> [PROBLEM] Scan the records for the string "roads" and state how many lines contain it, using the number alone.

> [DATA SHOWN]
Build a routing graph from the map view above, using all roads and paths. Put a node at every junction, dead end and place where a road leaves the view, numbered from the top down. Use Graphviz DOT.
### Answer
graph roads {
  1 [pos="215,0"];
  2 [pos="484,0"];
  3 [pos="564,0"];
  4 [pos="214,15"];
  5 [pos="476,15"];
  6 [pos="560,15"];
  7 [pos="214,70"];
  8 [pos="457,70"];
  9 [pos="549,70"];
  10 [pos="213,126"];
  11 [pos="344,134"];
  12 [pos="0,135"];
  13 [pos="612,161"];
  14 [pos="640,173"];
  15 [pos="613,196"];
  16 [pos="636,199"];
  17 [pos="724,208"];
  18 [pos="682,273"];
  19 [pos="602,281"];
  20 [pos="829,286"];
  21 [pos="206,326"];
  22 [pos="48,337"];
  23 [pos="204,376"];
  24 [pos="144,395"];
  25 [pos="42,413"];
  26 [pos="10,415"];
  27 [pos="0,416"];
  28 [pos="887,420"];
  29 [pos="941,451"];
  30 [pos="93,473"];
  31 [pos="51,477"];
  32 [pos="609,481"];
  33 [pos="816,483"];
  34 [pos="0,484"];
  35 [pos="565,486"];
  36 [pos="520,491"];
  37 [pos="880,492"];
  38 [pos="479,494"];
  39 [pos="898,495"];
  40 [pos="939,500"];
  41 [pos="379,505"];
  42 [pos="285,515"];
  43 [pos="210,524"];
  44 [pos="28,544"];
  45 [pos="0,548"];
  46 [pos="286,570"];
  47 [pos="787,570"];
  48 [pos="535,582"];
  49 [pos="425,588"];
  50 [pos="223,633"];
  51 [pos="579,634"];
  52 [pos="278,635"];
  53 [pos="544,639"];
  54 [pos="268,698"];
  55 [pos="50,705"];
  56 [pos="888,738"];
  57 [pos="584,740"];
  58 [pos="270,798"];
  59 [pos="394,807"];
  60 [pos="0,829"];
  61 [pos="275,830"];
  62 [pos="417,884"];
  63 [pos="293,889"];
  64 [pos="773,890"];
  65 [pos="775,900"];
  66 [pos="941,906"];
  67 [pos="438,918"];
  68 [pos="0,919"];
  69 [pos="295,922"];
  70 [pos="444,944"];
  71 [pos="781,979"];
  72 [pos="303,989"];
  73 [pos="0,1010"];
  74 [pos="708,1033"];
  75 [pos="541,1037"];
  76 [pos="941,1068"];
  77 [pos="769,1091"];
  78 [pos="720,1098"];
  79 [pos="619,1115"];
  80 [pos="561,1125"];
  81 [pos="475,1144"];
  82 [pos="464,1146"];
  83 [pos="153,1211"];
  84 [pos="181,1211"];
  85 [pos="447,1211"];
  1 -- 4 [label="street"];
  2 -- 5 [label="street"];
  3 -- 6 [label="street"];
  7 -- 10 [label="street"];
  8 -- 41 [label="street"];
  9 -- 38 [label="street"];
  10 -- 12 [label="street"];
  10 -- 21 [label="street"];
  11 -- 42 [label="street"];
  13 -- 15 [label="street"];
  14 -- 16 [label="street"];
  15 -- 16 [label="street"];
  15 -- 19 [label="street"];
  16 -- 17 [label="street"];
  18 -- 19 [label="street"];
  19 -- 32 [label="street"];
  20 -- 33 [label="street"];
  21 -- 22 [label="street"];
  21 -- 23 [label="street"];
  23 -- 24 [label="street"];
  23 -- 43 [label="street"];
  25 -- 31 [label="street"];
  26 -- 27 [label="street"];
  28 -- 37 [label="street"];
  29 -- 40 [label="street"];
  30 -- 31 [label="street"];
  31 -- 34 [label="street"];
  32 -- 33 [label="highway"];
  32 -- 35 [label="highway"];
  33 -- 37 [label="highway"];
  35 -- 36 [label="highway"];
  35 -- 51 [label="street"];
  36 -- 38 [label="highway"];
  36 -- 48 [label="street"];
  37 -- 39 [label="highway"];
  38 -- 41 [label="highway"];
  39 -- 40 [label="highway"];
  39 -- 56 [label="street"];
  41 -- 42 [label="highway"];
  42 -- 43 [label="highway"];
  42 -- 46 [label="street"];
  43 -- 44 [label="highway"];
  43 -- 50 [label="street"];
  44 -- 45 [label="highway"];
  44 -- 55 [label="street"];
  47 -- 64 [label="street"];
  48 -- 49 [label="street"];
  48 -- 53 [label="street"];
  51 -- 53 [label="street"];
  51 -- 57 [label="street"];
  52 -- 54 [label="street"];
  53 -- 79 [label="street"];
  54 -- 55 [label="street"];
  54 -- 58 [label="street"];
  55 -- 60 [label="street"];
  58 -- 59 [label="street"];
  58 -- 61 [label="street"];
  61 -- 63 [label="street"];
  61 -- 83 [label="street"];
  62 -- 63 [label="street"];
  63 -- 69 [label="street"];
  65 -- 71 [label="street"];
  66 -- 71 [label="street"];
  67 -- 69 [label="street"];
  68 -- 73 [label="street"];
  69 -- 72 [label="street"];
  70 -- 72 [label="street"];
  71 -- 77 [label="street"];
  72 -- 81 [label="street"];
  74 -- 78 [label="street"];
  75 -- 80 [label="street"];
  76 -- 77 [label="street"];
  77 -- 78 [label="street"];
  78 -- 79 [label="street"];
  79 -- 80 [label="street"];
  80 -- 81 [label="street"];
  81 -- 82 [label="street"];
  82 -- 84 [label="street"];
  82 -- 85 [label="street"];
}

> [RESPONSE] 2